Aini terbangun saat merasakan guncangan keras pada bahunya. Kelopak matanya berkedip-kedip perlahan, mencoba menyesuaikan diri dengan pemandangan yang sama sekali berbeda dengan beberapa waktu lalu.
Mengapa ia bisa sampai di sini? Seingatnya ia berniat pulang sendiri malam ini, tapi kenapa ia malah semobil dengan seorang lelaki asing? Aini mengucek kedua matanya yang terasa panas, ia begitu mengantuk dan sama sekali tak memiliki tenaga untuk memikirkan itu semua.
"Benar di sini kan?" Lelaki itu sekali lagi mengguncangkan bahunya.
Aini mengerjapkan matanya memandangi lelaki itu. Kedua alis itu bertaut menatap Aini, pandangan matanya menyiratkan kekhawatiran.
Butuh waktu lama bagi Aini untuk sepenuhnya bisa menyadari siapa lelaki yang tengah membawanya pulang sekarang. Dadanya yang bidang tegap berbalut kemeja biru muda dan jas hitam. Mata kecoklatan yang menatapnya tajam dan rambut yang sudah sangat familiar baginya beberapa hari ini.
Ah …
"Mas … Zul?" Aini memandangnya linglung. Ia tiba-tiba saja merasa tubuhnya menggigil kedinginan. "Bukannya tadi aku pulang sendiri ya?"
Pertanyaan konyol. Sepertinya ia masih terjebak di alam bawah sadarnya.
"Ai lupa? Tadi kan Mas ngajak Ai pulang bareng.
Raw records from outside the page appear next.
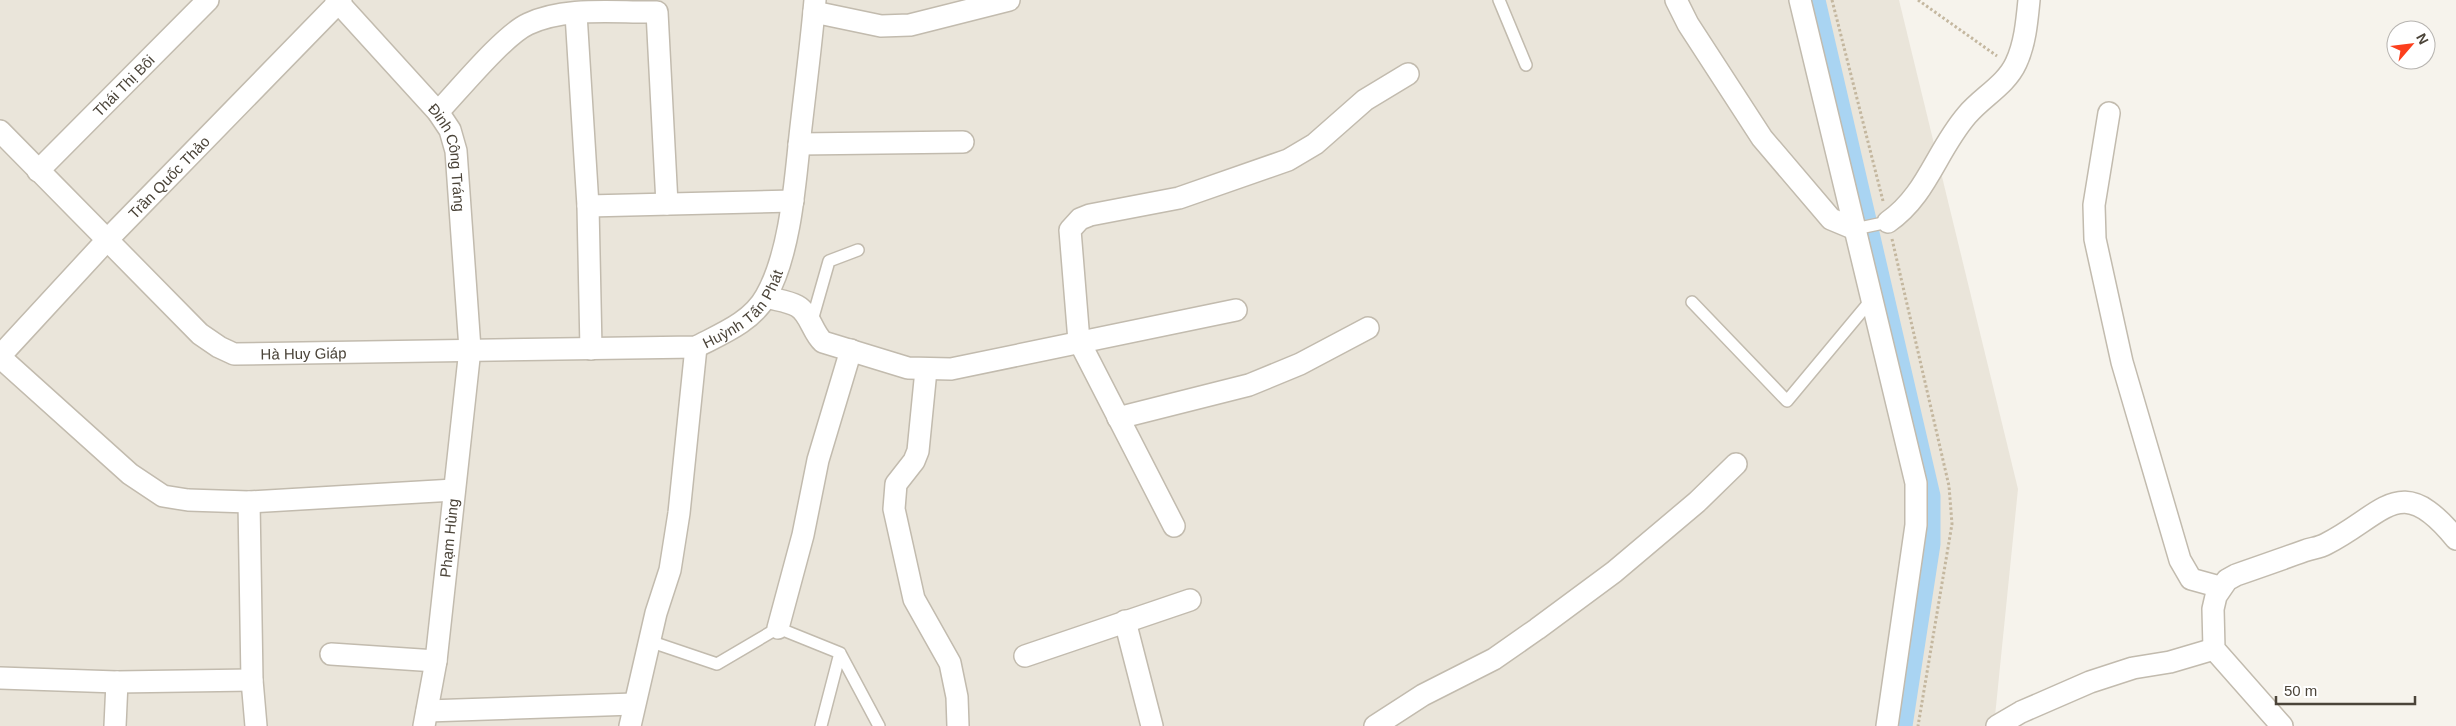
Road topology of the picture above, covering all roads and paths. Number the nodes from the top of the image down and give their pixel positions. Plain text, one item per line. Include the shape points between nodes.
1 (208, 0) edge
2 (1009, 0) edge
3 (1500, 0) edge
4 (1676, 0) edge
5 (1800, 0) edge
6 (1918, 0) edge
7 (2029, 0) edge
8 (338, 1) edge
9 (814, 6) edge
10 (576, 14) junction
11 (1997, 56) dead end
12 (1526, 66) dead end
13 (1408, 74) dead end
14 (438, 112) junction
15 (2109, 113) dead end
16 (0, 131) edge
17 (963, 142) dead end
18 (799, 144) junction
19 (38, 171) junction
20 (793, 201) junction
21 (667, 204) junction
22 (588, 206) junction
23 (1888, 222) joint
24 (1855, 229) junction
25 (107, 240) junction
26 (858, 250) dead end
27 (766, 297) junction
28 (1872, 298) junction
29 (1692, 302) dead end
30 (1236, 310) dead end
31 (811, 325) junction
32 (1368, 328) dead end
33 (1079, 341) junction
34 (696, 347) junction
35 (470, 349) junction
36 (591, 349) junction
37 (851, 350) junction
38 (0, 356) edge
39 (926, 370) junction
40 (1118, 418) junction
41 (1736, 464) dead end
42 (454, 490) junction
43 (249, 502) junction
44 (1174, 526) dead end
45 (2456, 539) edge
46 (2220, 587) junction
47 (1190, 600) dead end
48 (1125, 620) junction
49 (778, 628) junction
50 (649, 641) junction
51 (2214, 649) junction
52 (840, 653) junction
53 (331, 654) dead end
54 (1024, 656) dead end
55 (436, 661) junction
56 (0, 678) edge
57 (252, 680) junction
58 (116, 682) junction
59 (634, 704) junction
60 (426, 718) edge
61 (115, 726) edge
62 (256, 726) edge
63 (630, 726) edge
64 (821, 726) edge
65 (879, 726) edge
66 (958, 726) edge
67 (1152, 726) edge
68 (1376, 726) edge
69 (1887, 726) edge
70 (1997, 726) edge
71 (2282, 726) edge

1 - 19 street, Thái Thị Bôi
2 - 9 street via 910,25 882,26
3 - 12 lane
4 - 24 street via 1688,24 1762,138 1831,219
5 - 24 street
6 - 11 path
7 - 23 street via 2027,23 2016,63 2005,81 1968,114 1944,146 1919,193 1904,211
8 - 14 street, Đinh Công Tráng
8 - 25 street, Trần Quốc Thảo
9 - 18 street, Huỳnh Tấn Phát
10 - 14 street via 546,17 526,24
10 - 21 street via 657,12
10 - 22 street
13 - 33 street via 1366,100 1315,144 1288,160 1179,198 1090,215 1074,224 1070,230
14 - 35 street, Đinh Công Tráng via 450,130 456,150
15 - 46 street via 2094,205 2095,239 2122,362 2182,566 2191,579
16 - 19 street, Hà Huy Giáp
17 - 18 street
18 - 20 street, Huỳnh Tấn Phát
19 - 25 street, Hà Huy Giáp
20 - 21 street
20 - 27 street, Huỳnh Tấn Phát via 779,265
21 - 22 street
22 - 36 street
23 - 24 lane
24 - 28 street
25 - 35 street, Hà Huy Giáp via 200,334 234,354
25 - 38 street, Trần Quốc Thảo
26 - 31 lane via 829,262
27 - 31 street via 797,306
27 - 34 street, Huỳnh Tấn Phát via 742,321
28 - 29 lane via 1787,401
28 - 69 street via 1916,483 1916,526
30 - 33 street
31 - 37 street via 823,342
32 - 40 street via 1300,364 1249,385
33 - 39 street via 973,365
33 - 40 street
34 - 36 street, Hà Huy Giáp
34 - 50 street, Huỳnh Tấn Phát via 679,514 670,570
35 - 36 street, Hà Huy Giáp
35 - 42 street, Phạm Hùng
37 - 39 street via 908,368
37 - 49 street via 818,460 803,535
38 - 43 street via 130,474 163,496
39 - 66 street via 918,451 896,484 894,509 914,599 950,663 957,697
40 - 44 street
41 - 68 street via 1697,502 1614,572 1537,629 1494,659 1423,694
42 - 43 street
42 - 55 street, Phạm Hùng
43 - 57 street
45 - 46 street via 2423,506 2414,502 2394,504 2379,510 2327,544 2236,575
46 - 51 street via 2213,609
47 - 48 street
48 - 54 street
48 - 67 street
49 - 50 lane via 718,664
49 - 52 lane
50 - 59 street, Huỳnh Tấn Phát
51 - 70 street via 2090,682
51 - 71 street
52 - 64 lane
52 - 65 lane
53 - 55 street
55 - 60 street, Phạm Hùng
56 - 58 street
57 - 58 street
57 - 62 street
58 - 61 street
59 - 60 street
59 - 63 street, Huỳnh Tấn Phát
Tapi kamunya diam aja," Zul tersenyum. Aini bahkan lupa bagaimana ia bisa memaksa Aini pulang bersama.
"Ah gitu ya? Maaf ya Mas. Sepertinya aku masih linglung nih, karena ketiduran tadi." Dengan kikuk Aini meminta maaf. Sebenarnya ia merasa malu pada Zul karena sudah memperlihatkan sisi dirinya yang buruk saat ini.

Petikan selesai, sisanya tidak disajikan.